Reasons not to fear the Wildcats: No starting QB emerged from the spring. Receiver Brandon Banks, one of the most feared return men in college football with four TDs last season, has moved on. K-State is still looking for answers in the return game. Even though there are five starters back on defense, only three are expected to start this season. Newcomers are expected to replace the other two, including DE Antonio Felder. The entire LB corps is a question mark. K-State has tough non-conference dates with UCLA and Central Florida, both of whom should be improved this season. Both games are in Manhattan. K-State plays only three true Big 12 home games this season (Nebraska, Oklahoma State and Texas) because its home game against Iowa State on Sept. 18 is in Kansas City.

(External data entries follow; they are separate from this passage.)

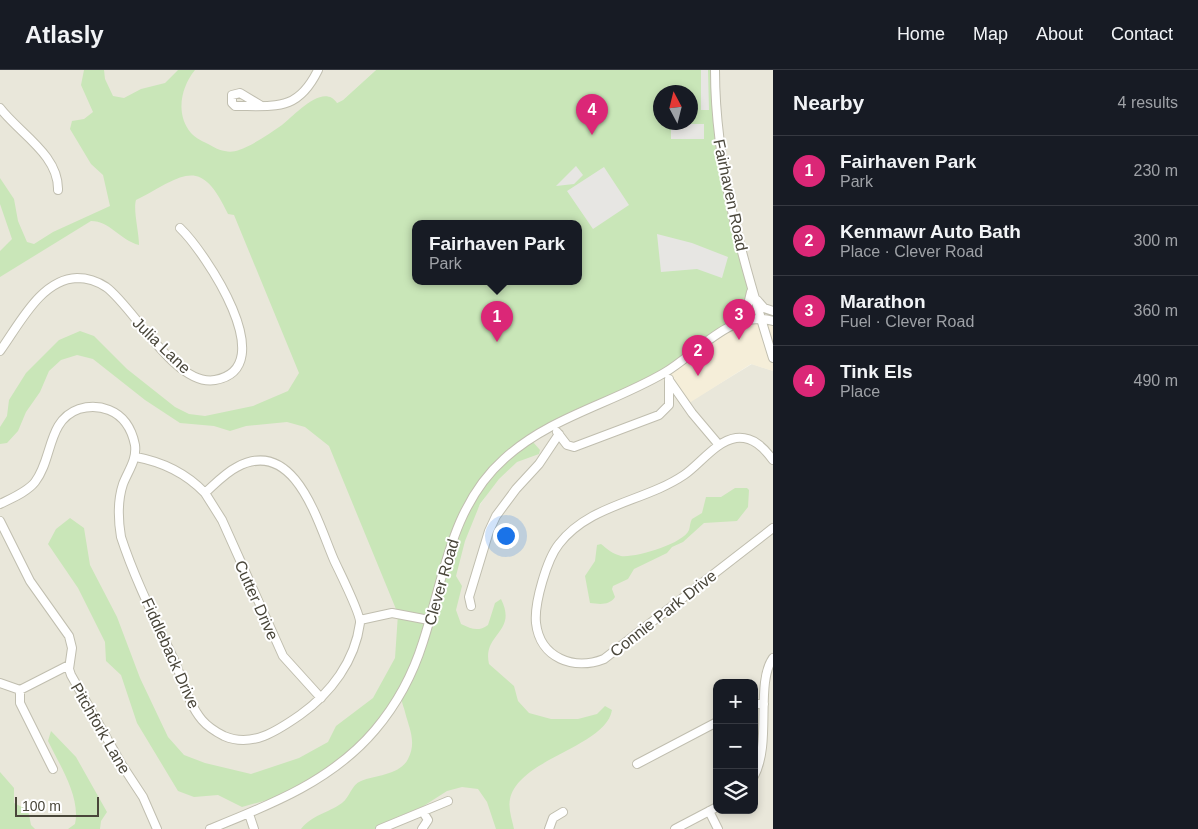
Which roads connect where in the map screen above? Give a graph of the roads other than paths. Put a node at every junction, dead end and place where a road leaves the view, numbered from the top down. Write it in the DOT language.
graph roads {
  1 [pos="318,70"];
  2 [pos="715,70"];
  3 [pos="260,105"];
  4 [pos="0,108"];
  5 [pos="58,190"];
  6 [pos="180,228"];
  7 [pos="751,285"];
  8 [pos="753,294"];
  9 [pos="773,311"];
  10 [pos="761,318"];
  11 [pos="773,321"];
  12 [pos="730,327"];
  13 [pos="0,351"];
  14 [pos="773,358"];
  15 [pos="667,376"];
  16 [pos="552,424"];
  17 [pos="559,434"];
  18 [pos="719,445"];
  19 [pos="136,457"];
  20 [pos="773,460"];
  21 [pos="205,493"];
  22 [pos="0,504"];
  23 [pos="0,521"];
  24 [pos="773,528"];
  25 [pos="472,606"];
  26 [pos="360,620"];
  27 [pos="430,620"];
  28 [pos="773,658"];
  29 [pos="69,665"];
  30 [pos="0,683"];
  31 [pos="20,690"];
  32 [pos="321,698"];
  33 [pos="758,704"];
  34 [pos="764,704"];
  35 [pos="713,724"];
  36 [pos="637,764"];
  37 [pos="52,769"];
  38 [pos="757,769"];
  39 [pos="448,801"];
  40 [pos="713,809"];
  41 [pos="423,812"];
  42 [pos="563,812"];
  43 [pos="249,814"];
  44 [pos="714,814"];
  45 [pos="157,829"];
  46 [pos="210,829"];
  47 [pos="254,829"];
  48 [pos="380,829"];
  49 [pos="422,829"];
  50 [pos="549,829"];
  51 [pos="675,829"];
  52 [pos="718,829"];
  1 -- 3 [label="street"];
  2 -- 7 [label="street, Fairhaven Road"];
  4 -- 5 [label="street"];
  6 -- 13 [label="street, Julia Lane"];
  7 -- 8 [label="street, Fairhaven Road"];
  7 -- 12 [label="street"];
  8 -- 9 [label="street"];
  8 -- 10 [label="street, Fairhaven Road"];
  10 -- 11 [label="street, Clever Road"];
  10 -- 12 [label="street, Clever Road"];
  10 -- 14 [label="street, Fairhaven Road"];
  12 -- 15 [label="street, Clever Road"];
  15 -- 16 [label="street, Clever Road"];
  15 -- 17 [label="street"];
  15 -- 18 [label="street"];
  16 -- 17 [label="street"];
  16 -- 27 [label="street, Clever Road"];
  17 -- 25 [label="street"];
  18 -- 20 [label="street"];
  18 -- 24 [label="street, Connie Park Drive"];
  19 -- 21 [label="street"];
  19 -- 22 [label="street"];
  19 -- 32 [label="street, Fiddleback Drive"];
  21 -- 26 [label="street"];
  21 -- 32 [label="street, Cutter Drive"];
  23 -- 29 [label="street, Pitchfork Lane"];
  26 -- 27 [label="street"];
  26 -- 32 [label="street, Fiddleback Drive"];
  27 -- 43 [label="street, Clever Road"];
  28 -- 34 [label="street"];
  29 -- 31 [label="street"];
  29 -- 45 [label="street, Pitchfork Lane"];
  30 -- 31 [label="street"];
  31 -- 37 [label="street"];
  33 -- 34 [label="street"];
  34 -- 38 [label="street"];
  35 -- 36 [label="street"];
  39 -- 41 [label="street"];
  40 -- 51 [label="street"];
  41 -- 48 [label="street"];
  41 -- 49 [label="street"];
  42 -- 50 [label="street"];
  43 -- 46 [label="street, Clever Road"];
  43 -- 47 [label="street"];
  44 -- 52 [label="street"];
}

Facing Texas: K-State has won four of six meetings against Texas in the Mack Brown Era, including the last two (2006, 2007). The upset in 2006 helped knock UT out of the Big 12 South title. The loss to K-State in 2007 was the worst home defeat of the Mack Brown Era (41-21).
Best chance for an upset: UCLA right out of the box in Manhattan. The Bruins are rebuilding on the defensive line and may not be ready for K-State's pounding rushing attack led by Thomas.
Final analysis: The K-State offense is just too one-dimensional with too many questions, and the schedule works against the Wildcats with only three true Big 12 home games.
Sept. 4 UCLA (L)
Sept. 11 Missouri St. (W)
Sept. 18 Iowa St. in Kansas City (L)
Sept. 25 Central Florida (L)
Oct. 7 Nebraska (L)
Oct. 16 at Kansas (L)
Oct. 23 at Baylor (L)
Oct. 30 Oklahoma State (W)
Nov. 6 Texas (L)
Nov. 13 at Missouri (L)
Nov. 20 at Colorado (L)
Nov. 27 at North Texas (W)
(3-9 Overall, 1-7 Big 12)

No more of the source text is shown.